» EXERCISE GOAL: Every line from the one containing "middle mcp: (757, 1032)" to the final line of the material below must be reproduced exactly; leave out all other lines.

» EXERCISE DATA:
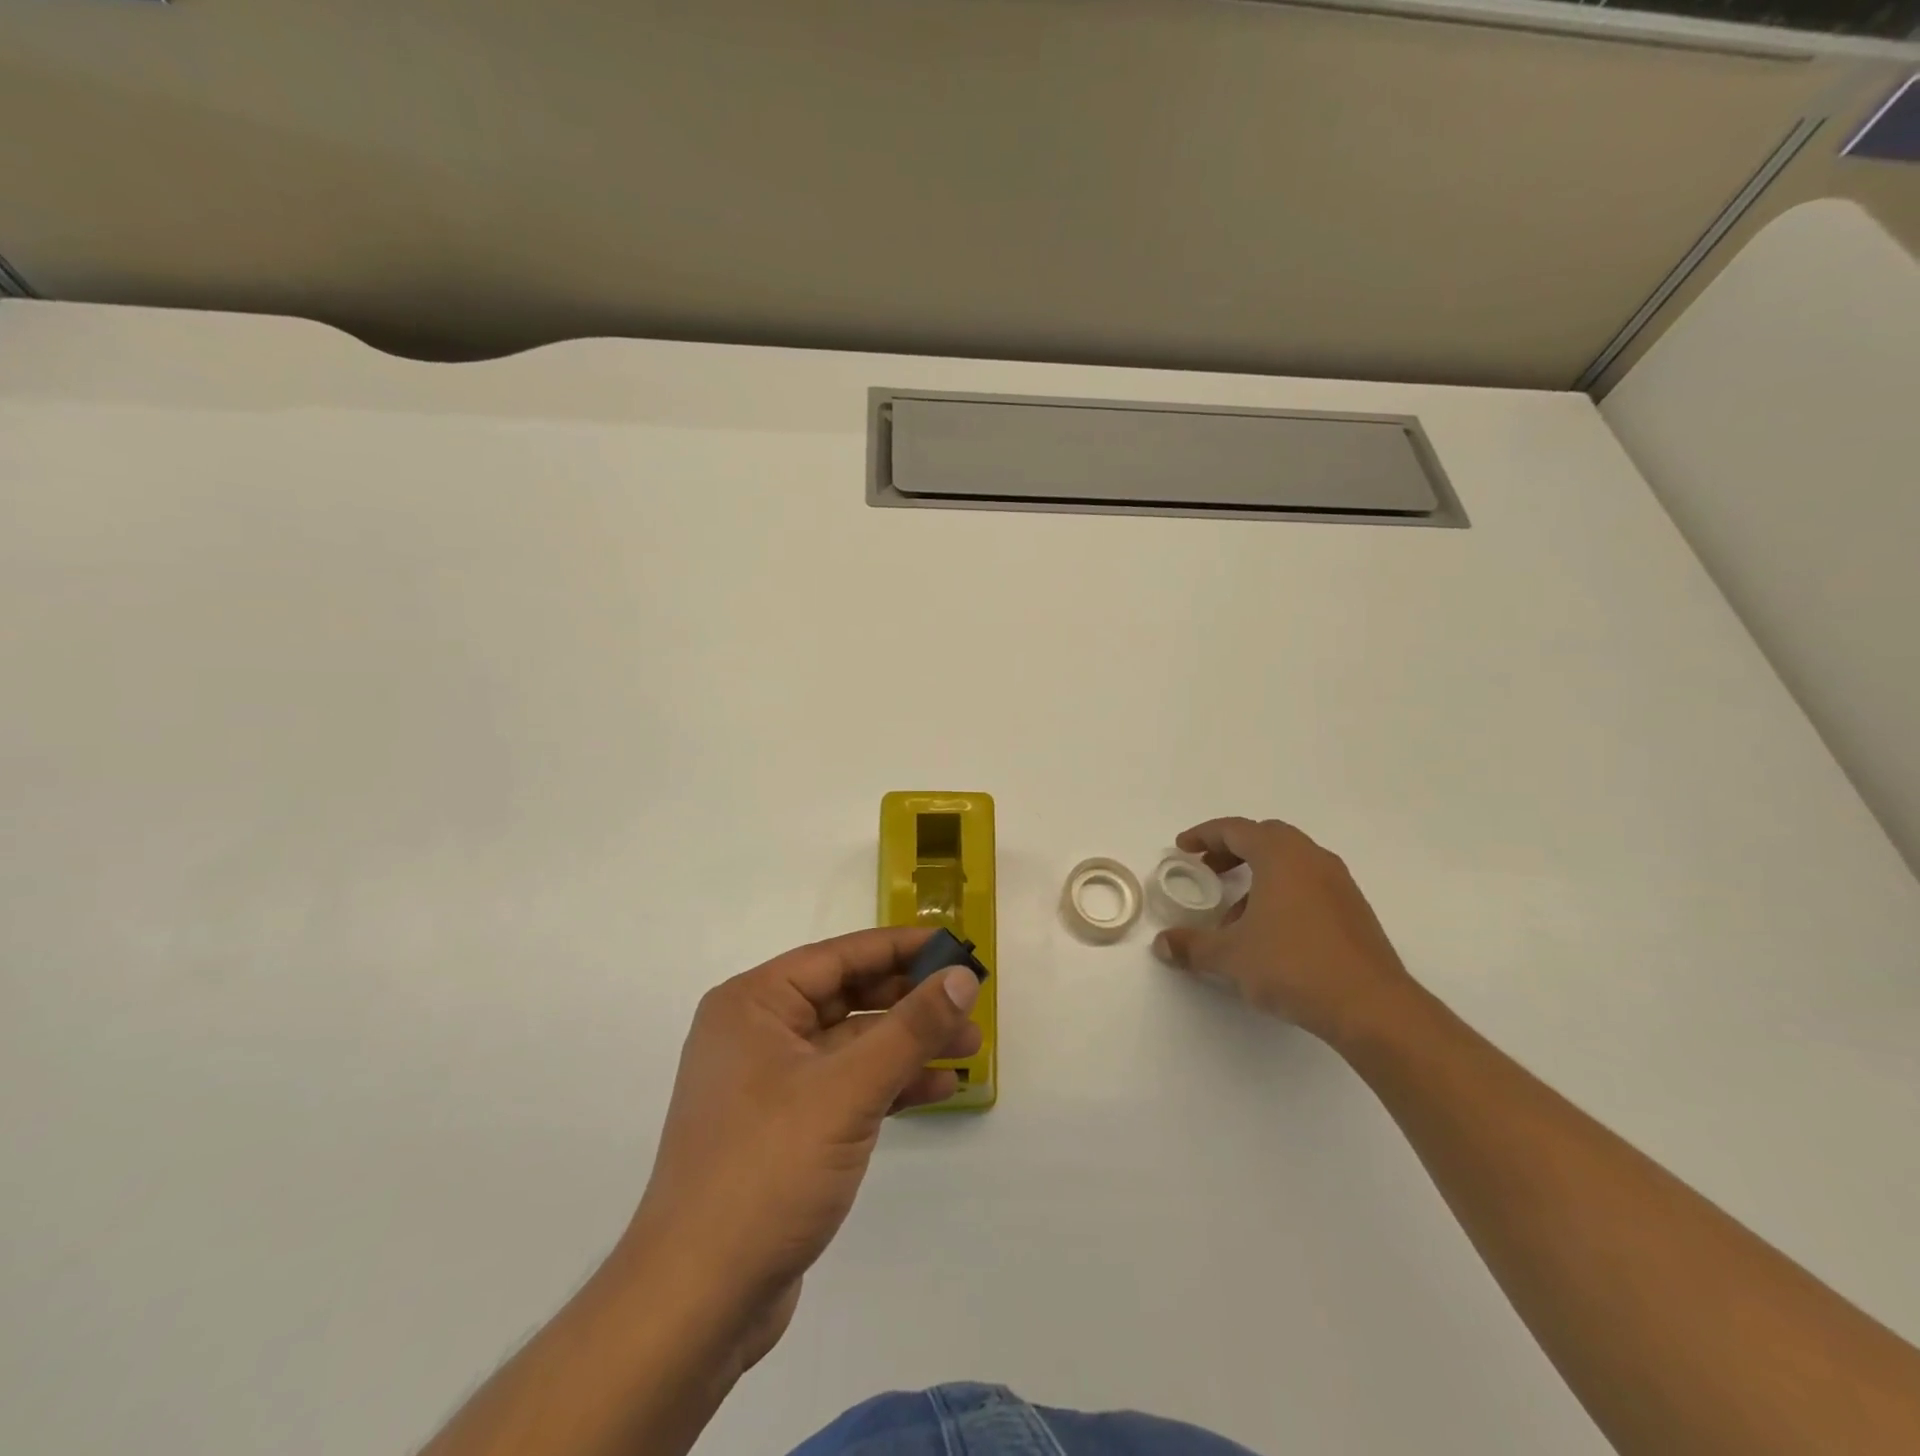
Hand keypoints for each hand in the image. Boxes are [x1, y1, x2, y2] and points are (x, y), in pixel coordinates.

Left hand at [621, 926, 981, 1371]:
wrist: (697, 1302)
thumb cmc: (767, 1170)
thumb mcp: (848, 1090)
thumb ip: (910, 1029)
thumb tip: (962, 976)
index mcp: (754, 1004)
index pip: (839, 956)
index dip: (900, 947)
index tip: (953, 947)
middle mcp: (757, 1032)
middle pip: (847, 997)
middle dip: (910, 1002)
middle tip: (969, 1004)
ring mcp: (768, 1083)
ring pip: (851, 1044)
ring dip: (906, 1045)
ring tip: (969, 1049)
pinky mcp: (784, 1128)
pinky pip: (844, 1086)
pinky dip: (888, 1084)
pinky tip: (937, 1088)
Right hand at [1153, 817, 1415, 1045]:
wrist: (1372, 1007)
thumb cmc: (1293, 965)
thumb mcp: (1231, 957)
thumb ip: (1193, 946)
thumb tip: (1162, 945)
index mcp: (1281, 856)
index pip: (1236, 830)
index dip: (1204, 835)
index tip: (1183, 848)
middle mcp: (1312, 859)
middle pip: (1266, 838)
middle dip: (1232, 850)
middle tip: (1209, 871)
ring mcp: (1339, 884)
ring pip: (1290, 863)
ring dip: (1258, 876)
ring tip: (1234, 914)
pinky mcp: (1354, 911)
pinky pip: (1309, 886)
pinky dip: (1282, 894)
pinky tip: (1269, 934)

» EXERCISE ANSWER:
middle mcp: (757, 1032)
middle pip: (847, 997)
middle dip: (910, 1002)
middle tip: (969, 1004)
ring mcp: (768, 1083)
ring pip: (851, 1044)
ring dip: (906, 1045)
ring tip: (969, 1049)
pinky mcp: (784, 1128)
pinky pip: (844, 1086)
pinky dip: (888, 1084)
pinky tip: (937, 1088)
Right hand at [1153, 817, 1415, 1045]:
wrist: (1372, 1007)
thumb cmc: (1293, 965)
thumb mcp: (1231, 957)
thumb ip: (1193, 946)
thumb tip: (1162, 945)
index mcp: (1281, 856)
index pip: (1236, 830)
index dip: (1204, 835)
index tip: (1183, 848)
middle mcp: (1312, 859)
middle pip: (1266, 838)
middle dip: (1232, 850)
middle tip: (1209, 871)
ring mcp: (1339, 884)
ring pip: (1290, 863)
ring dip: (1258, 876)
ring tip: (1234, 914)
pinky mcp: (1354, 911)
pinky pip: (1309, 886)
pinky dip: (1282, 894)
pinky tip: (1269, 934)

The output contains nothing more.